It is a typical problem in organizations that are growing that they have to resolve two problems at once:

  • To have a DNS server for the internal network of the company because long ago there were already too many computers to remember their IPs1 and even too many computers to maintain a set of host files2.
  • To have a DNS server for the external servers, for external clients, etc.

to solve this problems become a bigger problem when the growing organization can't supply more resources than one DNS server3. It is a bigger problem because if you just configure your server with all your names, public and private, you'll end up polluting the Internet with private addresses, something that is very bad, and also showing the world part of the topology of your internal network. Something you don't want a possible attacker/cracker to have.

The other part of the problem is that for efficiency you may want to resolve to internal IPs when you are inside and external IPs when you are outside. Here I am taking about computers which have public and private connections.

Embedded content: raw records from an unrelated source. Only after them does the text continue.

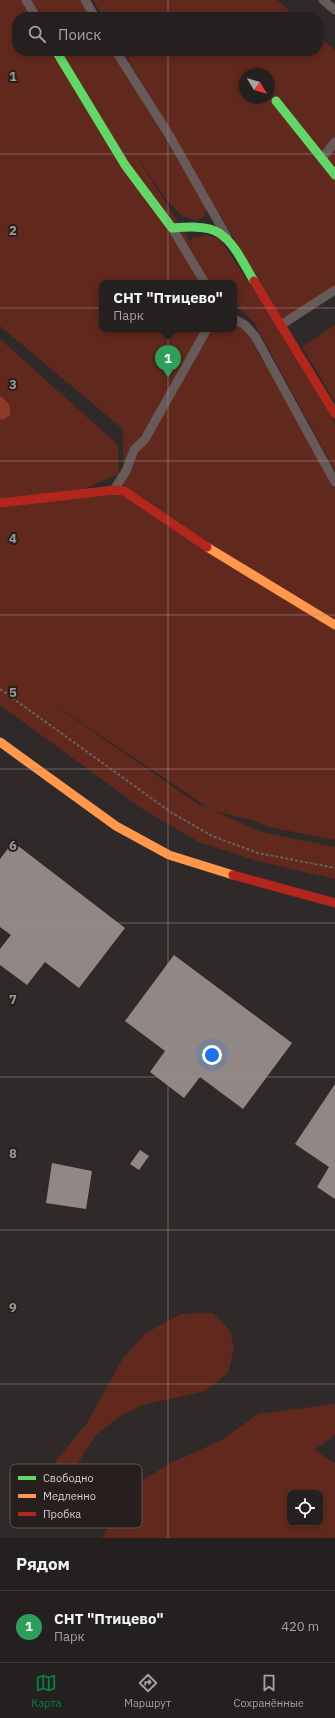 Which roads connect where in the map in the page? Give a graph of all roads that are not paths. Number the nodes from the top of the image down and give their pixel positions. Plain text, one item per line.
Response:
1 (26, 0) edge
2 (85, 0) edge
3 (323, 0) edge
4 (335, 10) edge
5 (33, 12) edge
6 (92, 12) edge
7 (59, 56) edge
8 (119, 56) edge
9 (276, 101) dead end
10 (335, 142) edge
11 (322, 158) junction
12 (335, 175) edge
13 (172, 228) junction
14 (232, 246) junction
15 (203, 280) edge
16 (335, 290) edge
17 (237, 321) edge
18 (281, 325) junction
19 (205, 332) edge
20 (335, 414) edge
21 (335, 482) edge
22 (114, 490) junction
23 (0, 503) edge
24 (335, 625) edge
25 (0, 742) edge
26 (335, 903) edge

1 - 5 street
2 - 6 street
3 - 4 street
7 - 13 street
8 - 14 street
9 - 11 street
10 - 11 street
11 - 12 street
13 - 14 street
13 - 15 street
14 - 18 street
16 - 18 street
17 - 21 street
18 - 20 street
19 - 22 street
22 - 23 street
22 - 24 street
25 - 26 street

There are many different solutions to this problem and I remember solving it even with BIND4, but now I am going to use BIND9 to make a solution that is very clean. This was deployed in a Debian GNU/Linux 3.1 server but it should also work for other operating systems that run BIND9, just be sure to change your paths appropriately.

2 Initial configuration

Let's imagine the organization I work for makes examples... of what ? I don't know, but you can order them on example.com. Examples Corporation has been assigned the network 192.0.2.0/24 and internally we are using 10.0.0.0/24.

Let's start serving the external names and IPs, we edit /etc/bind/named.conf.local4 and add:

zone "example.com" {
type master;
file "/etc/bind/db.example.com";
};

and then we create /etc/bind/db.example.com with the following contents:

; example.com
$TTL 604800
@ IN SOA ns1.example.com. root.example.com. (
2006020201 ; Serial
604800 ; Refresh
86400 ; Retry
2419200 ; Expire
604800); Negative Cache TTL
;
@ IN NS ns1
IN MX 10 mail
IN A 192.0.2.1
ns1 IN A 192.0.2.1
mail IN A 192.0.2.128 ; We have our mail server somewhere else.
www IN A 192.0.2.1
client1 IN A 192.0.2.201 ; We connect to client1 very often.

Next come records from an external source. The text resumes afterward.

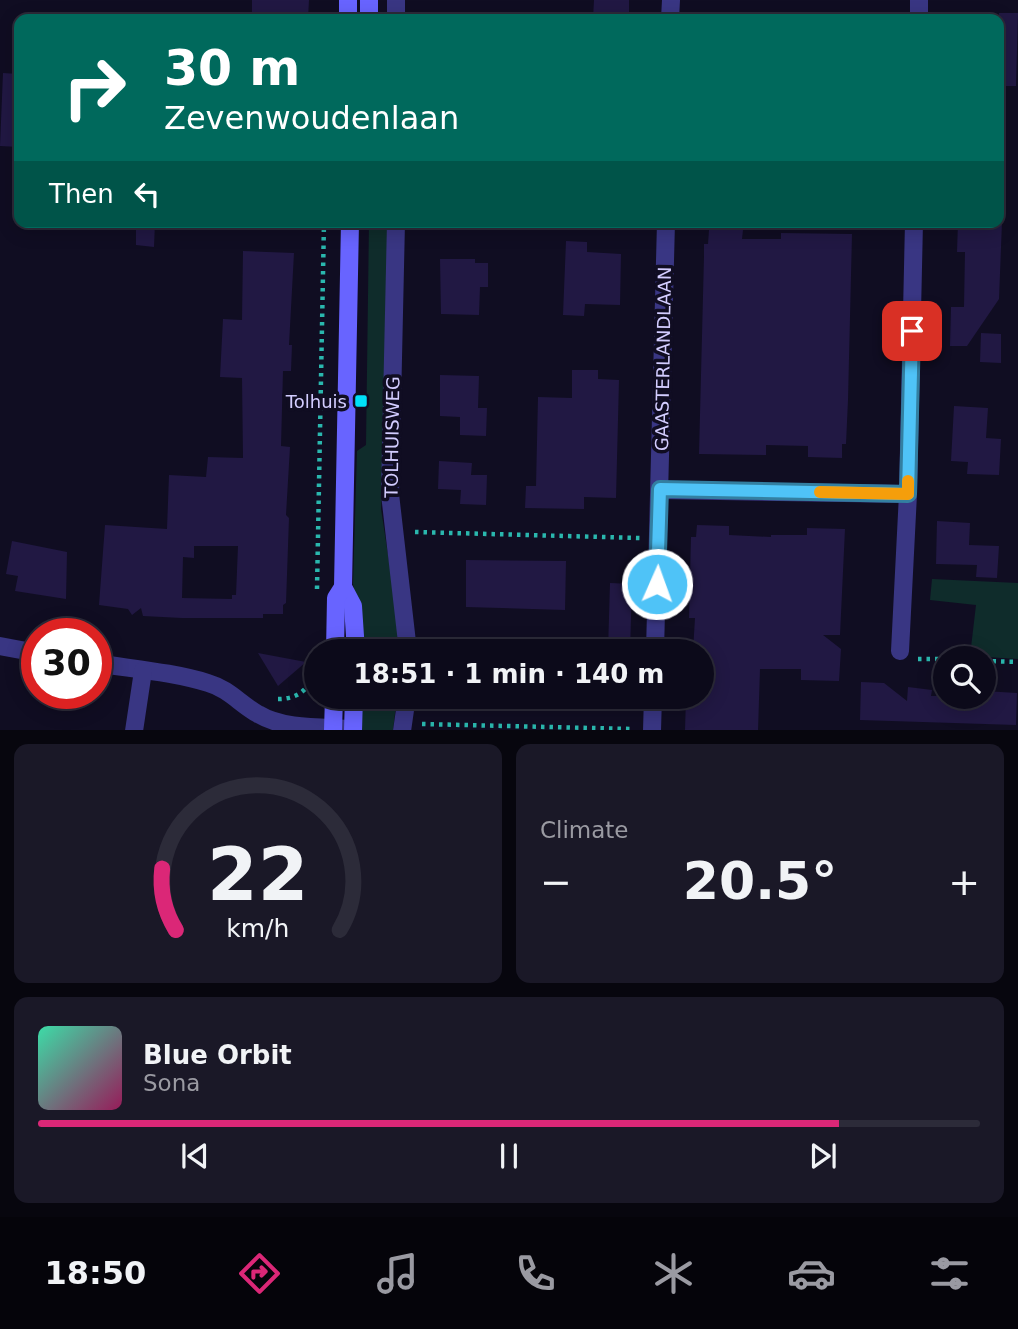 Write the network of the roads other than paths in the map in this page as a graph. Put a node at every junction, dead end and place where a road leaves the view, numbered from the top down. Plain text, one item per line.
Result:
1 (350, 228) edge
2 (396, 228) edge
3 (666, 228) edge
4 (914, 228) edge
5 (660, 489) junction
6 (908, 494) junction
7 (343, 587) junction
8 (335, 639) edge
9 (355, 639) edge
10 (407, 639) edge
11 (654, 639) edge
12 (0, 646) edge
13 (21, 650) edge
14 (900, 651) dead end
15 (112, 666) edge
16 (143, 671) junction
17 (334, 709) edge
18 (354, 709) edge
19 (405, 709) edge
20 (651, 709) edge
21 (403, 727) edge
22 (333, 729) edge
23 (353, 729) edge
24 (134, 730) edge
25 (647, 730) edge

1 - 7 street
2 - 10 street, TOLHUISWEG
3 - 5 street, GAASTERLANDLAAN
4 - 6 street
5 - 6 street
5 - 11 street, GAASTERLANDLAAN
6 - 14 street
7 - 8 street
7 - 9 street
12 - 13 street
15 - 16 street
16 - 22 street
16 - 24 street
17 - 22 street
18 - 23 street
19 - 21 street
20 - 25 street
22 - 23 street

As you can see, our start up has one computer to serve all, except mail, it even holds the IP forwarding and a couple of databases.

Now, a good DNS set up has at least one secondary server and in fact, some registrars (where you register domain names) enforce this. Since we don't have a second computer, we go to XName, open an account and register example.com as secondary with 192.0.2.1 as IP to transfer from. We now need to let XName's IP do the transfer; we are a small organization but since we want to be a successful start up we try to do everything as smartly as possible. So we use the BIND9 configuration directive acl to define an identifier that aliases to the XName's IP addresses; at the beginning of /etc/bind/named.conf.local we add:

acl slaves {
195.234.42.0/24; // XName
193.218.105.144/28; // XName
193.24.212.232/29; // XName
};

and we change the zone declaration to:

zone "example.com" {
type master;
file "/etc/bind/db.example.com";
allow-transfer { slaves; };
};

We could have just typed the IPs where we type "slaves".

3 Internals and externals

Now that we have a solid base, we can start to thing about serving different contents to the internal and external network, but first, we have to define what is internal and what is external.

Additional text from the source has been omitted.